I once attended the funeral of a young man who had passed away in a freak accident. Now, as Christians, we definitely “do not grieve like the rest of mankind, who have no hope” (1 Thessalonians 4:13)—and funerals are beautiful testimonies of how Christians die differently; they are incredible demonstrations and opportunities for the Gospel.

But this one, in all honesty, felt hijacked a bit by evangelism; by an agenda. If you came wrestling with the tragic loss of a young man’s life, you might have come away feeling. . . angry.

Compare this with Jesus at the tomb of Lazarus. Even though Jesus knows the outcome, the triumph—He did not call bad good, did not seize the opening for a sermonette on hope. He took the time to mourn the travesty that has happened, then illuminated what resurrection is all about.

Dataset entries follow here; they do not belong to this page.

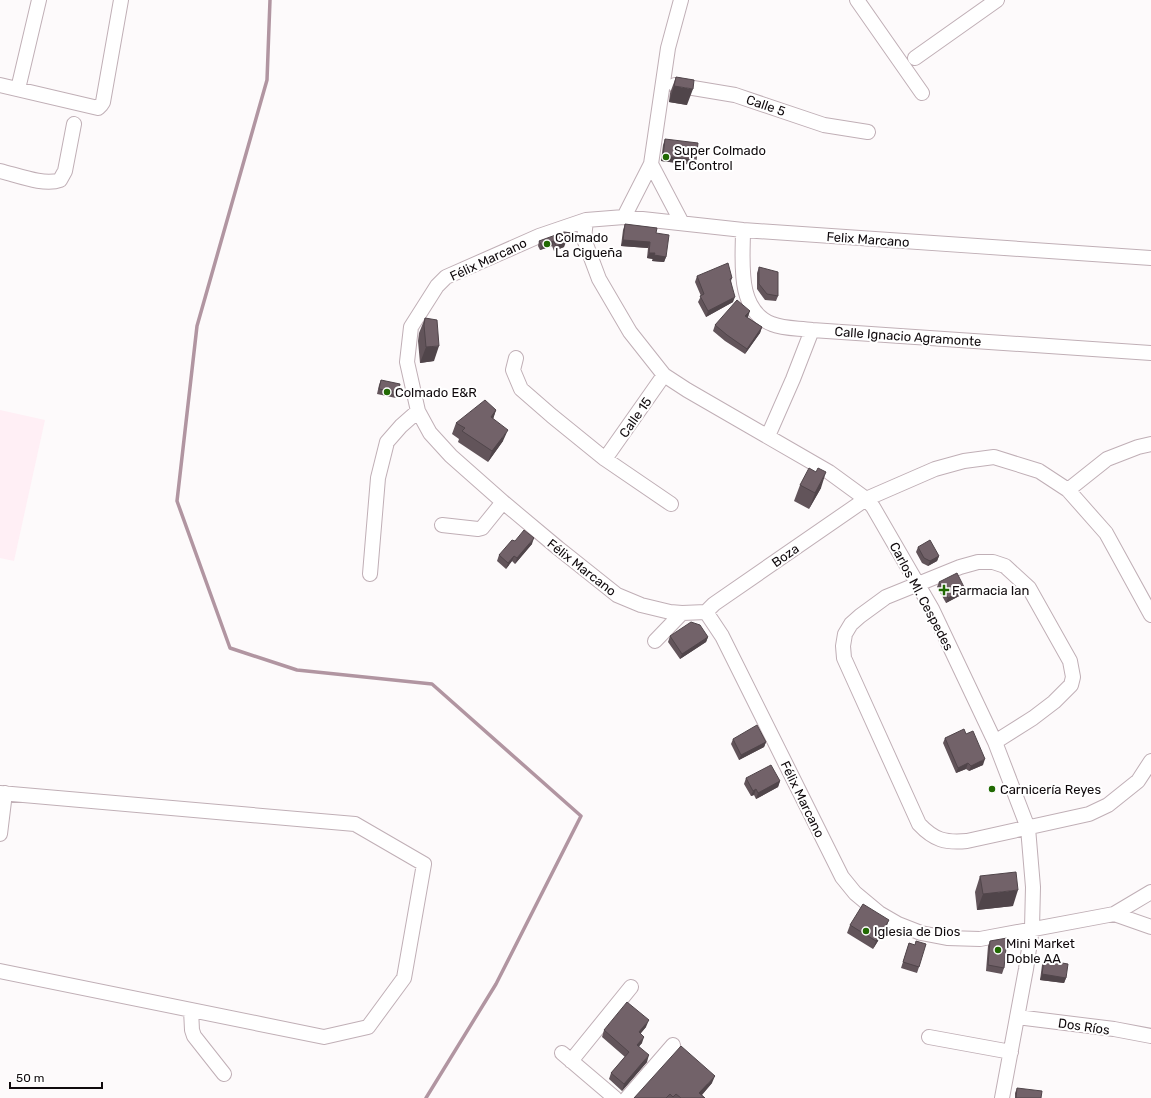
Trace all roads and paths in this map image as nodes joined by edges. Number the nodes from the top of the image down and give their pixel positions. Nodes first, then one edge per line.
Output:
1 (38, 0) edge
2 (121, 0) edge
3 (680, 0) edge
4 (857, 0) edge
5 (997, 0) edge
6 (915, 58) dead end
7 (663, 84) junction
8 (0, 86) edge
9 (18, 89) junction
10 (922, 93) dead end
11 (74, 124) dead end
12 (868, 132) dead end
13 (651, 164) junction
14 (0, 171) edge
15 (624, 217) junction
16 (586, 220) junction
17 (682, 223) junction
18 (743, 230) junction
19 (1151, 258) edge
20 (812, 330) junction
21 (1151, 353) edge
22 (516, 358) dead end
23 (664, 375) junction
24 (418, 411) junction
25 (768, 436) junction
26 (1151, 444) edge
27 (605, 459) junction
28 (1068, 490) junction
29 (866, 499) junction
30 (503, 502) junction
31 (671, 504) dead end
32 (442, 525) dead end
33 (370, 574) dead end
34 (918, 584) junction
35 (706, 612) junction
36 (682, 613) junction
37 (1151, 615) edge
38 (655, 641) dead end
39 (995, 742) junction
40 (1151, 761) edge
41 (2, 793) edge
42 (1028, 828) junction
43 (0, 834) edge
44 (1151, 892) edge
45 (1114, 914) junction
46 (1151, 927) edge
47 (1032, 928) junction
48 (0, 971) edge
49 (631, 987) dead end
50 (191, 1010) junction
51 (1017, 1017) junction
52 (1151, 1036) edge
53 (929, 1037) dead end
54 (674, 1045) dead end
55 (1011, 1052) junction
56 (224, 1074) dead end
57 (608, 1096) edge
58 (627, 1098) edge
59 (1002, 1098) edge

1 - 9 street
2 - 9 street
3 - 7 street
4 - 10 street
5 - 6 street
7 - 12 street, Calle 5
7 - 13 street
8 - 9 street
11 - 14 street
13 - 15 street
13 - 17 street
15 - 16 street, Felix Marcano
15 - 17 street, Felix Marcano
16 - 23 street, Carlos Ml. Cespedes
16 - 24 street, Félix Marcano
17 - 18 street, Felix Marcano
18 - 19 street, Felix Marcano
18 - 20 street, Calle Ignacio Agramonte
20 - 21 street, Calle Ignacio Agramonte
20 - 25 street
22 - 27 street
23 - 25 street, Carlos Ml. Cespedes
23 - 27 street, Calle 15
24 - 30 street, Félix Marcano
24 - 33 street
25 - 29 street, Carlos Ml. Cespedes
26 - 28 street
27 - 31 street
28 - 29 street, Boza
28 - 37 street, Boza
29 - 34 street, Carlos Ml. Cespedes
29 - 35 street, Boza
30 - 32 street
30 - 36 street, Félix Marcano
34 - 39 street, Carlos Ml. Cespedes
34 - 39 street
34 - 42 street
35 - 36 street, Félix Marcano
35 - 47 street, Félix Marcano
36 - 38 street
39 - 42 street, Carlos Ml. Cespedes
40 - 42 street
41 - 43 street
41 - 50 street
42 - 47 street, Carlos Ml. Cespedes
44 - 45 street
45 - 46 street
45 - 47 street
47 - 51 street, Carlos Ml. Cespedes
48 - 50 street
49 - 57 street
50 - 56 street
51 - 52 street, Dos Ríos
51 - 55 street, Carlos Ml. Cespedes
53 - 55 street
54 - 58 street
55 - 59 street, Carlos Ml. Cespedes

The writers of the Psalms worshipped God with all they had, including their grief. Scholars note that all psalms of lament have similar components. Often the psalmist begins by calling on God, acknowledging this as a prayer, and not simply an internal struggle.

They then lay their complaints before God, honestly bringing to Him the painful circumstances of a fallen world.

After asking God to intervene and right the wrongs, the psalmist typically ends by reaffirming his trust in God’s character and trustworthiness. It is critical for our grief to restate our hope. In remembering God’s goodness despite our grief, we walk by faith, not by sight.

 

Mourning with joy and gratitude

In your time with God—and even with a close friend—it’s okay to acknowledge what you’ve lost because of your daughter’s learning disorder, or that you were hurt by someone in the Church, or that yes, you wanted that job.

I think of 1 Peter 1:6: “In all this you greatly rejoice, though now. . . you may have had to suffer grief”. What does it look like to mourn. . . with joy and gratitude?

I have a friend who eventually lost his wife, the mother of his four children, to Lou Gehrig’s disease. He once recalled to me a profound moment with God. While he was still caring for his wife as her body spiraled downward, he had lain on his bed, overcome by loss.

But God seemed to be pointing him toward thanks. Not able to immediately turn to full-on gratitude, my friend simply started small. He thanked God for the ability to breathe; for the bed he wept on; for the air conditioning. From there, his gratitude snowballed, steering him into praise, and a reminder of God as anchor of the soul: “so that you do not grieve like the rest of mankind, who have no hope” (1 Thessalonians 4:13, emphasis added).

My friend’s attitude has revolutionized my approach to my bad days; to my pain.

And there, when I step out of my own counsel and check out the divine gifts piling up right and left—suddenly, all these other fruits of the Spirit seem to collide at once in my soul: The unflagging, perpetual, bubbling (and occasional geyser) of joy. A peace I couldn’t articulate if I tried. A faith that sustains and nourishes and bandages as I walk through my most profound valleys. And the gifts keep on coming—when they’re based on something other than my own near-sighted ideas of justice, good, and peace.

 

Christian joy isn’t some version of Barbie, with the eternal smile that can’t be wiped off: Well, God said to rejoice! Have a cookie. Instead, our joy acknowledges, “We are hard pressed on every side, but not crushed; perplexed, but not in despair; persecuted, but not abandoned; struck down, but not destroyed” (2 Corinthians 4:8-9). It says, I have deep, abiding happiness in God that surrounds me in hope and peace and belief, even when I can’t see through my own tears.